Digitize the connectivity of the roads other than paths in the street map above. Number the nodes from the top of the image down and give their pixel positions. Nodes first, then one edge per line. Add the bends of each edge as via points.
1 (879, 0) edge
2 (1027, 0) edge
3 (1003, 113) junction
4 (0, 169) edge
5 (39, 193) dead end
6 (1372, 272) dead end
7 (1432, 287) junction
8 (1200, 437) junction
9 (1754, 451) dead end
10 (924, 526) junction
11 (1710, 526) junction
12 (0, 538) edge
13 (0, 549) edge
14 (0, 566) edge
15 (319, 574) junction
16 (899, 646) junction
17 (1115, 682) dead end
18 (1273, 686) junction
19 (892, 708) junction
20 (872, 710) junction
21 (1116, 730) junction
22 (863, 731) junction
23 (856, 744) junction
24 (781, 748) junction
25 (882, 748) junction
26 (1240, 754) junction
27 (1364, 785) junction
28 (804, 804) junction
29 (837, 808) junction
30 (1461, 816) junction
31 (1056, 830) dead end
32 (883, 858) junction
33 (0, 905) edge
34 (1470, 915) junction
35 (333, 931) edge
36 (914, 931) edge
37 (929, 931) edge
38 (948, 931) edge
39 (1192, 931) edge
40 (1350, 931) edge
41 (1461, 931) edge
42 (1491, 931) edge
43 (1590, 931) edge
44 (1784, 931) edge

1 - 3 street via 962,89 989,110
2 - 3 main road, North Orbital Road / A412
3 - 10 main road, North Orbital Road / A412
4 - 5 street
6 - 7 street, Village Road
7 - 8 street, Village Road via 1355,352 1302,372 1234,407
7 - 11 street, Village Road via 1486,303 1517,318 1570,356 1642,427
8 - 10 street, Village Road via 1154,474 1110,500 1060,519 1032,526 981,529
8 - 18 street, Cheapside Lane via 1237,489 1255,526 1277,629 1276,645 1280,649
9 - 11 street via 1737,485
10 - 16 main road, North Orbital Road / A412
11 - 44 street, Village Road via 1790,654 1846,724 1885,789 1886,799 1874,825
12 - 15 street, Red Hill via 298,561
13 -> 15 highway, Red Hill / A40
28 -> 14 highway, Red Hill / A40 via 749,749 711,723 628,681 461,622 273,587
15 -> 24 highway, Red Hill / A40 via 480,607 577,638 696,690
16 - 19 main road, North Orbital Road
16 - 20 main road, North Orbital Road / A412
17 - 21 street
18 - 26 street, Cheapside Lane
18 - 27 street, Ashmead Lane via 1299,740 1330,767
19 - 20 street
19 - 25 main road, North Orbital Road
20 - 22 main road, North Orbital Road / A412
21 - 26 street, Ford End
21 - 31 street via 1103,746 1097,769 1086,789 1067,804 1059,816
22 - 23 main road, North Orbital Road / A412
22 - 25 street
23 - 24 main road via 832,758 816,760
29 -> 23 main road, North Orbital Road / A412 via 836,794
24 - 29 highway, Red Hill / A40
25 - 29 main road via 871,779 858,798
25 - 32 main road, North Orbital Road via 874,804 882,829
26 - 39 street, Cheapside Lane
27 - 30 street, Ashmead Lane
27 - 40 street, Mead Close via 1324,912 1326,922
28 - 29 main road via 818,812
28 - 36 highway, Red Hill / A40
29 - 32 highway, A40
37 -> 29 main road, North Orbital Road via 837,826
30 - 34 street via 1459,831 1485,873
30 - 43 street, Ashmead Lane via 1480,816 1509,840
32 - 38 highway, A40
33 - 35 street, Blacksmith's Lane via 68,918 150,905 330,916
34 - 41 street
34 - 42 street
--*--
▶ _Your objective_
What belongs in the answer is each line of the listing that contains the word "dead".

▶ _Task solution_
5 (39, 193) dead end
6 (1372, 272) dead end
9 (1754, 451) dead end
17 (1115, 682) dead end
31 (1056, 830) dead end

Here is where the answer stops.